If you conceive a child, be there to raise it. For a variety of reasons, men/fathers are not involved with their children. Sometimes in a case of divorce, they are denied custody, sometimes they share custody and on rare occasions they are granted custody.
There are numerous studies indicating the importance of a male presence in the home, the easy ones are the security, feeling safe, school success, structure, and discipline (yes, I know both sexes can do this, but if you had a dad present you understand what I am saying.) Women I encourage you to make sure that there is a male presence in your boys lives, be it an uncle, a Big Brother or a trusted friend!
I used to work with children and teens, and I remember a child telling me how he would wait outside for his dad to picking him up and not even go to the bathroom for fear of missing him, and his dad was a no show. In a book a read many years ago «Iron John » by Robert Bly, It was brought to my attention how in the past you learned to be a man by being with men. These men were farmers, ranchers, coopers, blacksmith,s barbers etc. The boy would accompany his father with the work to be done thus exposing him to men behavior, socializing and work ethic Today, the father goes off to work, the child doesn’t even know what his father does for a living in many cases. Sometimes a father can be present in your home and absent from your life. For example, the father who travels the world on business and brings back the phone or shoes the child wanted, but doesn’t have time to throw a ball. Parents often justify their work with “but I am doing this for you”. In reality the child was happier in the smaller home or the older car when he actually could have some of your time!
I remember talking to a well known member of the community who had a business and he said to me “if I had to start over, I would attend every play, every parent teacher interview, every sports activity that my boys were involved in instead of telling them I had to work. In the end, I missed their childhood for what? maybe twelve hundred dollars?”. There is a lot to learn from this lesson.
The absent father or the absence of a father plays a major role in your child’s outcome, his behavior, his mood, his success in school, and his success in life Here are some statistics and I encourage you look up more. Men are important in your boy’s life, check out why.
The Institute for the Study of Civil Society ( Civitas ) U.K. Stunning statistics on the problems of fatherless homes and Experiments in Living: The Fatherless Family – Rebecca ONeil – CIVITAS 2002 tells us that
Children who grew up fatherless are:
- Eight times more likely to go to prison.
- Five times times more likely to commit suicide.
- 20 times times more likely to have behavioural problems.
- 20 times times more likely to become rapists.
- 32 times times more likely to become runaways.
- 10 times times more likely to abuse chemical substances.
- Nine times times more likely to drop out of high school.

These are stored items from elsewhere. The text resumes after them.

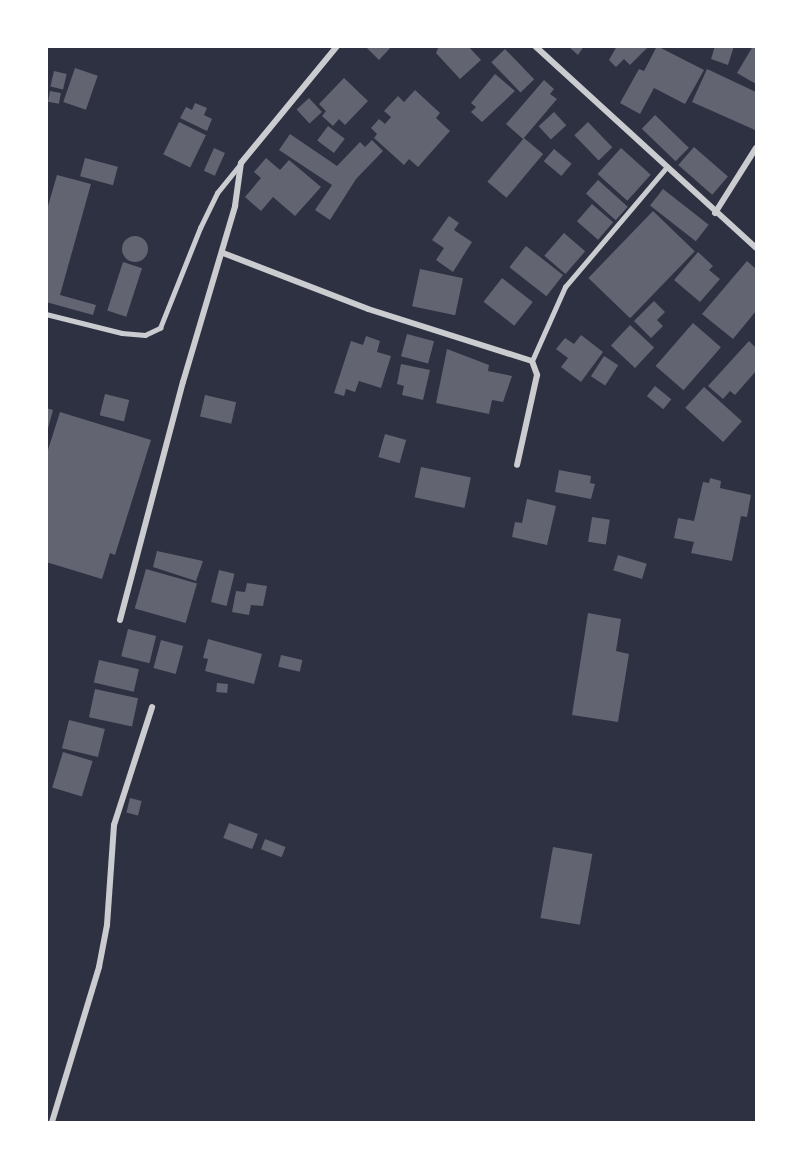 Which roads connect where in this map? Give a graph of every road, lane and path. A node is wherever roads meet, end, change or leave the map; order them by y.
1 (337, 46) edge
2 (535, 46) edge
3 (756, 148) edge
4 (241, 163) junction
5 (665, 169) junction
6 (715, 213) junction
7 (756, 248) edge
8 (223, 253) junction
9 (46, 314) edge
10 (532, 361) junction
11 (517, 465) dead end
12 (120, 620) dead end
13 (152, 707) dead end
14 (52, 1122) edge

1 - 4 street
2 - 5 street
3 - 6 street
4 - 8 street
4 - 9 lane
5 - 6 street
5 - 10 lane
6 - 7 street
8 - 10 street
8 - 12 street
10 - 11 street
13 - 14 street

- One-tenth as likely to get A’s in school.
Father-deprivation is a more reliable predictor of criminal activity than race, environment or poverty.
Father-deprived children are:
- 72% of all teenage murderers.
- 60% of rapists.
- 70% of kids incarcerated.
- twice as likely to quit school.
- 11 times more likely to be violent.
- 3 of 4 teen suicides.
- 80% of the adolescents in psychiatric hospitals.
- 90% of runaways
Sources: National Fatherhood Initiative (U.S.A.), US Bureau of Census (U.S.A.), FBI (U.S.A.)
So parents know your roles and the importance and influence you contribute to your child success.